- _DATA RECORDS_:
##############################

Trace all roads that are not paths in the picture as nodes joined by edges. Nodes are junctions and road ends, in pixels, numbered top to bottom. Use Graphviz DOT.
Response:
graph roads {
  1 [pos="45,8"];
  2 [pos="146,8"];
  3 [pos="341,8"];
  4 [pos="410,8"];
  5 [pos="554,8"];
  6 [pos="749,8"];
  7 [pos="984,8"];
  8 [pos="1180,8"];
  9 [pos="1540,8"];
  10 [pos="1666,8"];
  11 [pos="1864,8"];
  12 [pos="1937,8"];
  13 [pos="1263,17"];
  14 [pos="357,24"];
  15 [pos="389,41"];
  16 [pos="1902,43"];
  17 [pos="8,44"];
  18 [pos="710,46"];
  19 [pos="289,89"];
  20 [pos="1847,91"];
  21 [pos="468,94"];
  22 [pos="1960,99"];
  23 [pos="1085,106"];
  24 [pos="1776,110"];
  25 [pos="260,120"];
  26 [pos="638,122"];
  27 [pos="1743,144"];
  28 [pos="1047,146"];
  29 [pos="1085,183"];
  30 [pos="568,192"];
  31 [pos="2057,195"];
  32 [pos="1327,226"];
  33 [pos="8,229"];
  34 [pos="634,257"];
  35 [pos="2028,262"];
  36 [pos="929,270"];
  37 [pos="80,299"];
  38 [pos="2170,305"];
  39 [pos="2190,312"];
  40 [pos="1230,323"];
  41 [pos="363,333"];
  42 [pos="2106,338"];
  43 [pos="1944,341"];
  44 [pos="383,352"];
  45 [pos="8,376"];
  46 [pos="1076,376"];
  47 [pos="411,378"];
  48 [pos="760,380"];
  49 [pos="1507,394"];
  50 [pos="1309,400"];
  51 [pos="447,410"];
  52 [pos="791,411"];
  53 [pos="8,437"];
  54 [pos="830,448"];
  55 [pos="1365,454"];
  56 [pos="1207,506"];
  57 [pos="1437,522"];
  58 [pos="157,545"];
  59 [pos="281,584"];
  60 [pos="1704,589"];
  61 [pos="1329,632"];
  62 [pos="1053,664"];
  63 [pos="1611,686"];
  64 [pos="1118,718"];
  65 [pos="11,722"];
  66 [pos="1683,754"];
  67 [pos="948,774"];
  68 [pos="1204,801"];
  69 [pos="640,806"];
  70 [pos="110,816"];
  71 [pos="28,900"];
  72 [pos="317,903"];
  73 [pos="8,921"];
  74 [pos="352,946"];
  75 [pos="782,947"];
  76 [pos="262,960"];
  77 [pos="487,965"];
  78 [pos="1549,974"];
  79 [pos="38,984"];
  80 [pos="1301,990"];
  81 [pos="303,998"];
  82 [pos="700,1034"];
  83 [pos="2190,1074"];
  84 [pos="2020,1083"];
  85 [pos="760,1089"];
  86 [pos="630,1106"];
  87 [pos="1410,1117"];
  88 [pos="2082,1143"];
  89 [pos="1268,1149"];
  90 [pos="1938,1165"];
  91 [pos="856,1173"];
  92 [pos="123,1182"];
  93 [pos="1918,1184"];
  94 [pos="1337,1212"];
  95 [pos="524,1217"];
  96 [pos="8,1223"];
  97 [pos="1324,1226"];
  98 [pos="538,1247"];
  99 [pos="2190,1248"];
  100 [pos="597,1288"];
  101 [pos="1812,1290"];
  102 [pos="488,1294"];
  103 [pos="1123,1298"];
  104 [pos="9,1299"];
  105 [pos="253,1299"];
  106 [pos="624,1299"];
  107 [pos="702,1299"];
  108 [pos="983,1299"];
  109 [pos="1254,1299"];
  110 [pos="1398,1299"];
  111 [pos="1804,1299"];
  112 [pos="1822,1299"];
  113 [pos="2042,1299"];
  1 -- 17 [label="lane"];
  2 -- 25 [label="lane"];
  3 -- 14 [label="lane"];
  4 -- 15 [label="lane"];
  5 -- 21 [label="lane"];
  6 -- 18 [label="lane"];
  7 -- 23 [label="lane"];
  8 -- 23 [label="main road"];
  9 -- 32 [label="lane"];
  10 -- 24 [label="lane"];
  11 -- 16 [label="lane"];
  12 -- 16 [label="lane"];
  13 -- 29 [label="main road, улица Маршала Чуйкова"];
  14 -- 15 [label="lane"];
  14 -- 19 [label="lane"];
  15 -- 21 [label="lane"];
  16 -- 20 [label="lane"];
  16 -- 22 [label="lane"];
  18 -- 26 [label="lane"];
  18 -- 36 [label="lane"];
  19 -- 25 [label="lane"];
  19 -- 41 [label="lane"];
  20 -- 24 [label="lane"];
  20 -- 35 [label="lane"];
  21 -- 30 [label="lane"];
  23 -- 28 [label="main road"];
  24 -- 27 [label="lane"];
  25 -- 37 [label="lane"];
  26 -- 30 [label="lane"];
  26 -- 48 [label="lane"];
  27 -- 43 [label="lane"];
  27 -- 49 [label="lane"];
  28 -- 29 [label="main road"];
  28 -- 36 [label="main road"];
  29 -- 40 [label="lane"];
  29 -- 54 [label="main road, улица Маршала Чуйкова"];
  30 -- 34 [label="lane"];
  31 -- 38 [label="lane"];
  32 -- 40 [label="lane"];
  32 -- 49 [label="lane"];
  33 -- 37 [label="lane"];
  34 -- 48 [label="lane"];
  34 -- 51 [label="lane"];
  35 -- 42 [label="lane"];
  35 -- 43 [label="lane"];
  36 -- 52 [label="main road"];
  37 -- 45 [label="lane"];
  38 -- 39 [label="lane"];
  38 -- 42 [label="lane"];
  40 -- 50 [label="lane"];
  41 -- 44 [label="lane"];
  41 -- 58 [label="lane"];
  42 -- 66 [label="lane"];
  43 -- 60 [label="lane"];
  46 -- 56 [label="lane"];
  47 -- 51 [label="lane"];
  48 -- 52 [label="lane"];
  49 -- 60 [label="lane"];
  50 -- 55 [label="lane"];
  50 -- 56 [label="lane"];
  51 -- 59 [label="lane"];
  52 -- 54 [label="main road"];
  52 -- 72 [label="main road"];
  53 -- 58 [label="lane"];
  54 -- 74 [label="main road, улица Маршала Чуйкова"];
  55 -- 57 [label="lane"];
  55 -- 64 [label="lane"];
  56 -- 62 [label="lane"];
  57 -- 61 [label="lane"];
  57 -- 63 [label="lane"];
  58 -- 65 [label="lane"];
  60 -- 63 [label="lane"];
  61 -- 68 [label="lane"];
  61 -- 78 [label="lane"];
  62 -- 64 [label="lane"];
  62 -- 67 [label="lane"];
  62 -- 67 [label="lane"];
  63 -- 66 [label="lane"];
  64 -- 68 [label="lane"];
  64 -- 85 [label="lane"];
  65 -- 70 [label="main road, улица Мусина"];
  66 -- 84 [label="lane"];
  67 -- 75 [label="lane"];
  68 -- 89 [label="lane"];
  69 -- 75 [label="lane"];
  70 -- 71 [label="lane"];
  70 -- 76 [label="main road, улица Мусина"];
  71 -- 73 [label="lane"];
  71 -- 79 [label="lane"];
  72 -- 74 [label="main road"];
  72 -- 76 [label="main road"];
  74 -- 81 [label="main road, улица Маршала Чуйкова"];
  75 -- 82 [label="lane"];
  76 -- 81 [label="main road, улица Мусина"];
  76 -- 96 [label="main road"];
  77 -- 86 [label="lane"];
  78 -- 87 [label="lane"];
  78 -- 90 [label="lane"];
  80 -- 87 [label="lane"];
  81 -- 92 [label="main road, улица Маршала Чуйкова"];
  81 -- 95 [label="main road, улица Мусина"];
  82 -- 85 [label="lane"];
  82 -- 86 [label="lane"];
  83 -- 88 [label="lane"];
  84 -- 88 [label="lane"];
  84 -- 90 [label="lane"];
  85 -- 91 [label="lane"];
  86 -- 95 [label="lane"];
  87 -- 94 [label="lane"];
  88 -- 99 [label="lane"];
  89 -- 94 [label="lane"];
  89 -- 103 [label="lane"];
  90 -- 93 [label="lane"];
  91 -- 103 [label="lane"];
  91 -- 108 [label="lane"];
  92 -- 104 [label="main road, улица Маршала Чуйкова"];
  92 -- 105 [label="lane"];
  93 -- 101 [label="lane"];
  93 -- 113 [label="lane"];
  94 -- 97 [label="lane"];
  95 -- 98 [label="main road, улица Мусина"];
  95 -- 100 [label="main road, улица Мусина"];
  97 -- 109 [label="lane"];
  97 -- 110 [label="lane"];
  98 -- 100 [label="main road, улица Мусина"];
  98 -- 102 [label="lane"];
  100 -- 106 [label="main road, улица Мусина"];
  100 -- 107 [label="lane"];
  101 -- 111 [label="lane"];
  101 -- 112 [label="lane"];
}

##############################

- _TRY IT_:
Going through the records above, state how many lines carry "roads", with no other text.

- _SOLUTION FOR THIS EXERCISE_:
2